- Stored dataset items:
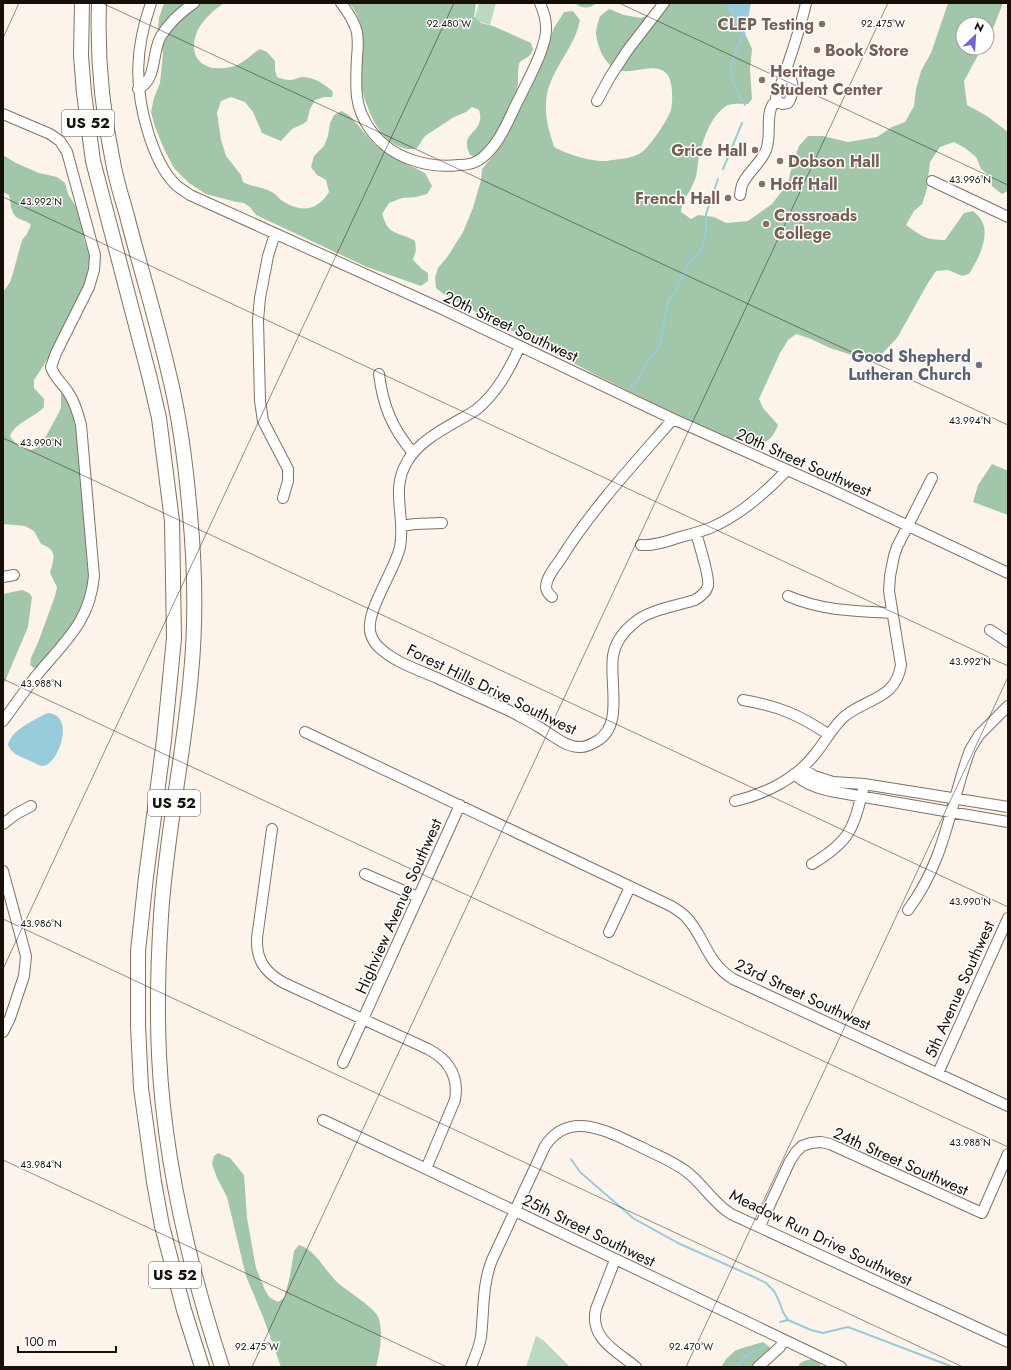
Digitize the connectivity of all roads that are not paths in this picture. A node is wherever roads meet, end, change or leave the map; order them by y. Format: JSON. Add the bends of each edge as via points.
{"nodes":[{"id":1,"x":82,"y":3,"type":"edge"},
{"id":2,"x":99,"y":3,"type":"edge"},
{"id":3,"x":151,"y":3,"type":"edge"},
{"id":4,"x":194,"y":3,"type":"edge"},
{"id":5,"x":341,"y":3,"type":"edge"},
{"id":6,"x":540,"y":3,"type":"edge"},
{"id":7,"x":664,"y":3,"type":"edge"},
{"id":8,"x":806,"y":3,"type":"edge"},
{"id":9,"x":138,"y":89,"type":"junction"},
{"id":10,"x":597,"y":101,"type":"dead end"},
{"id":11,"x":3,"y":114,"type":"edge"},
{"id":12,"x":932,"y":181,"type":"dead end"},
{"id":13,"x":740,"y":195,"type":"dead end"},
{"id":14,"x":1008,"y":217,"type":"edge"},
{"id":15,"x":275,"y":234,"type":"junction"},
{"id":16,"x":520,"y":346,"type":"junction"},
{"id":17,"x":379,"y":374,"type":"dead end"},
{"id":18,"x":673,"y":419,"type":"junction"},
{"id":19,"x":413,"y":453,"type":"junction"},
{"id":20,"x":786,"y":470,"type":"junction"},
{"id":21,"x":932,"y":478,"type":"dead end"},
{"id":22,"x":283,"y":498,"type":"dead end"},
{"id":23,"x":442,"y":523,"type":"dead end"},
{"id":24,"x":909,"y":525,"type":"junction"},
{"id":25,"x":401,"y":526,"type":"junction"},
{"id":26,"x":696,"y":533,"type":"junction"},
{"id":27,"x":641,"y":545,"type":"dead end"},
{"id":28,"x":1008,"y":573,"type":"edge"},
{"id":29,"x":14,"y":575,"type":"dead end"},
{"id":30,"x":3,"y":577,"type":"edge"},
{"id":31,"x":788,"y":596,"type":"dead end"},
{"id":32,"x":552,"y":597,"type":"dead end"},
{"id":33,"x":892,"y":612,"type":"junction"},
{"id":34,"x":990,"y":630,"type":"dead end"},
{"id":35,"x":1008,"y":642,"type":"edge"},
{"id":36,"x":743,"y":700,"type":"dead end"},
{"id":37,"x":1008,"y":706,"type":"edge"},
{"id":38,"x":3,"y":721,"type":"edge"},
{"id":39,"x":305,"y":732,"type":"dead end"},
{"id":40,"x":829,"y":735,"type":"junction"},
{"id":41,"x":798,"y":771,"type":"junction"},
{"id":42,"x":864,"y":784,"type":"junction"},
{"id":43,"x":861,"y":796,"type":"junction"},
{"id":44,"x":955,"y":799,"type":"junction"},
{"id":45,"x":735,"y":801,"type":"dead end"},
{"id":46,"x":460,"y":805,"type":"junction"},
{"id":47,"x":31,"y":806,"type":"dead end"},
{"id":48,"x":1008,"y":807,"type":"edge"},
{"id":49,"x":952,"y":812,"type":"junction"},
{"id":50,"x":1008,"y":822,"type":"edge"},
{"id":51,"x":3,"y":824,"type":"edge"},
{"id":52,"x":272,"y":829,"type":"dead end"},
{"id":53,"x":812,"y":864,"type":"dead end"},
{"id":54,"x":3,"y":871,"type":"edge"},
{"id":55,"x":365,"y":874,"type":"dead end"},
{"id":56,"x":630,"y":887,"type":"junction"},
{"id":57,"x":418,"y":897,"type":"junction"},
{"id":58,"x":908,"y":910,"type":"dead end"},
{"id":59,"x":1008,"y":918,"type":"edge"},
{"id":60,"x":609,"y":932,"type":"dead end"},
{"id":61,"x":362,"y":1020,"type":"junction"},
{"id":62,"x":3,"y":1032,"type":"edge"},
{"id":63,"x":343,"y":1063,"type":"dead end"},
{"id":64,"x":938,"y":1073,"type":"junction"},
{"id":65,"x":1008,"y":1106,"type":"edge"},
{"id":66,"x":324,"y":1120,"type":"dead end"},
{"id":67,"x":1008,"y":1154,"type":"edge"},
{"id":68,"x":426,"y":1169,"type":"junction"},
{"id":69,"x":516,"y":1211,"type":"junction"},
{"id":70,"x":760,"y":1226,"type":"junction"},
{"id":71,"x":616,"y":1260,"type":"junction"},
{"id":72,"x":784,"y":1340,"type":"junction"},
{"id":73,"x":1008,"y":1342,"type":"edge"},
{"id":74,"x":202,"y":1367,"type":"edge"},
{"id":75,"x":222,"y":1367,"type":"edge"},
{"id":76,"x":471,"y":1367,"type":"edge"},
{"id":77,"x":636,"y":1367,"type":"edge"},
{"id":78,"x":758,"y":1367,"type":"edge"},
{"id":79,"x":841,"y":1367,"type":"edge"}],
"edges":[{"from":1,"to":74,"type":"highway","number":"US 52","via":[[81,63],[93,161],[159,418],[172,521],[174,638],[138,951],[138,1025],[141,1088],[162,1226]]},
{"from":2,"to":75,"type":"highway","number":"US 52","via":[[99,61],[113,163],[168,371],[184,459],[190,515],[194,594],[191,673],[161,914],[158,980],[159,1055],[165,1125],[176,1194],[190,1258]]},
{"from":3,"to":9,"type":"street","name":"20th Street Southwest","via":[[140,48]]},
{"from":4,"to":9,"type":"street","via":[[169,24],[160,37],[149,79]]},
{"from":5,"to":6,"type":"street","via":[[354,23],[357,34],[356,86],[362,117],[382,143],[396,153],[412,160],[447,167],[465,165],[480,159],[493,148],[502,133],[545,39],[546,26]]},
{"from":7,"to":10,"type":"street","via":[[627,51]]},
{"from":8,"to":13,"type":"street","via":[[788,67],[776,98],[778,102],[773,104],[769,113],[767,149],[742,183]]},
{"from":9,"to":15,"type":"street","name":"20th Street Southwest","via":[[150,141],[167,173],[177,185],[190,195]]},
{"from":11,"to":38,"type":"street","via":[[50,134],[60,141],[67,152],[93,244],[95,260],[89,287],[51,367],[72,399],[81,425],[94,576],[92,595],[80,622],[66,642],[36,676]]},
{"from":12,"to":14,"type":"street"},
{"from":15,"to":16,"type":"street","name":"20th Street Southwest"},
{"from":15,"to":22,"type":"street","via":[[268,256],[258,320],[260,401],[263,421],[288,469],[288,481]]},
{"from":16,"to":18,"type":"street","name":"20th Street Southwest"},
{"from":16,"to":19,"type":"street","name":"Forest Hills Drive Southwest","via":[[504,377],[484,403],[429,439]]},
{"from":17,"to":19,"type":"street","via":[[389,416],[395,429]]},
{"from":18,"to":20,"type":"street","name":"20th Street Southwest"},
{"from":18,"to":32,"type":"street","via":[[603,499],[574,539],[547,582],[548,593]]},
{"from":19,"to":25,"type":"street","name":"Forest Hills Drive Southwest","via":[[401,473],[398,487]]},
{"from":20,"to":24,"type":"street","name":"20th Street Southwest"},
{"from":20,"to":26,"type":"street","via":[[771,486],[735,514]]},
{"from":21,"to":24,"type":"street"},
{"from":23,"to":25,"type":"street"},
{"from":24,"to":28,"type":"street","name":"20th Street Southwest"},
{"from":24,"to":33,"type":"street","via":[[892,562],[889,592]]},
{"from":25,"to":26,"type":"street","name":"Forest Hills Drive Southwest","via":[[400,547],[371,614],[370,634],[377,645],[408,665],[518,715],[569,745],[579,748],[601,740],[610,728],[613,717],[613,656],[626,631],[644,616],[700,598],[708,587]]},
{"from":26,"to":27,"type":"street","via":[[649,546]]},
{"from":29,"to":30,"type":"street"},
{"from":31,"to":33,"type":"street","via":[[830,609]]},
{"from":33,"to":40,"type":"street","via":[[901,660],[898,679],[883,695],[857,707],[844,717]]},
{"from":34,"to":35,"type":"street"},
{"from":36,"to":40,"type":"street","via":[[790,712]]},
{"from":37,"to":44,"type":"street","via":[[975,741]]},
{"from":39,"to":46,"type":"street","name":"23rd Street Southwest"},
{"from":40,"to":41,"type":"street","via":[[814,756]]},
{"from":41,"to":42,"type":"street","via":[[833,782]]},
{"from":41,"to":43,"type":"street","via":[[800,780],[817,788]]},
{"from":41,"to":45,"type":"street","via":[[763,793]]},
{"from":42,"to":43,"type":"street"},
{"from":42,"to":44,"type":"street"},
{"from":43,"to":49,"type":"street"},
{"from":43,"to":53,"type":"street","via":[[855,820],[847,835],[835,849]]},
{"from":44,"to":48,"type":"street"},
{"from":44,"to":49,"type":"street"},
{"from":46,"to":56,"type":"street","name":"23rd Street Southwest"},
{"from":46,"to":57,"type":"street","name":"Highview Avenue Southwest"},
{"from":47,"to":51,"type":"street"},
{"from":49,"to":50,"type":"street"},
{"from":49,"to":58,"type":"street","via":[[934,867]]},
{"from":52,"to":61,"type":"street","via":[[257,938],[261,962],[276,979]]},
{"from":54,"to":62,"type":"street","via":[[26,956],[24,976]]},
{"from":55,"to":57,"type":"street"},
{"from":56,"to":60,"type":"street"},
{"from":56,"to":64,"type":"street","name":"23rd Street Southwest","via":[[671,906],[686,918],[714,963],[733,979]]},
{"from":57,"to":61,"type":"street","name":"Highview Avenue Southwest"},
{"from":59,"to":64,"type":"street","name":"5th Avenue Southwest"},
{"from":61,"to":63,"type":"street","name":"Highview Avenue Southwest"},
{"from":61,"to":68,"type":"street","via":[[433,1052],[443,1059],[452,1072],[456,1090],[455,1100]]},
{"from":64,"to":65,"type":"street","name":"23rd Street Southwest"},
{"from":66,"to":68,"type":"street","name":"25th Street Southwest"},
{"from":67,"to":70,"type":"street","name":"24th Street Southwest","via":[[982,1214],[830,1144],[816,1142],[802,1146],[793,1156]]},
{"from":68,"to":69,"type":"street","name":"25th Street Southwest"},
{"from":69,"to":70,"type":"street","name":"Meadow Run Drive Southwest","via":[[548,1141],[567,1128],[585,1126],[599,1128],[676,1164],[689,1173],[724,1209]]},
{"from":69,"to":71,"type":"street","name":"25th Street Southwest"},
{"from":69,"to":76,"type":"street","name":"Meadow Run Drive Southwest","via":[[488,1269],[480,1338]]},
{"from":70,"to":73,"type":"street","name":"Meadow Run Drive Southwest"},
{"from":71,"to":72,"type":"street","name":"25th Street Southwest"},
{"from":71,"to":77,"type":"street","via":[[594,1315],[595,1326],[605,1342]]},
{"from":72,"to":78,"type":"street"},
{"from":72,"to":79,"type":"street","name":"25th Street Southwest"}]}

- TASK INSTRUCTIONS: Of the lines above, copy each that contains "highway".

- TASK ANSWER:
"edges":[{"from":1,"to":74,"type":"highway","number":"US 52","via":[[81,63],[93,161],[159,418],[172,521],[174,638],[138,951],[138,1025],[141,1088],[162,1226]]},
{"from":2,"to":75,"type":"highway","number":"US 52","via":[[99,61],[113,163],[168,371],[184,459],[190,515],[194,594],[191,673],[161,914],[158,980],[159,1055],[165,1125],[176,1194],[190,1258]]},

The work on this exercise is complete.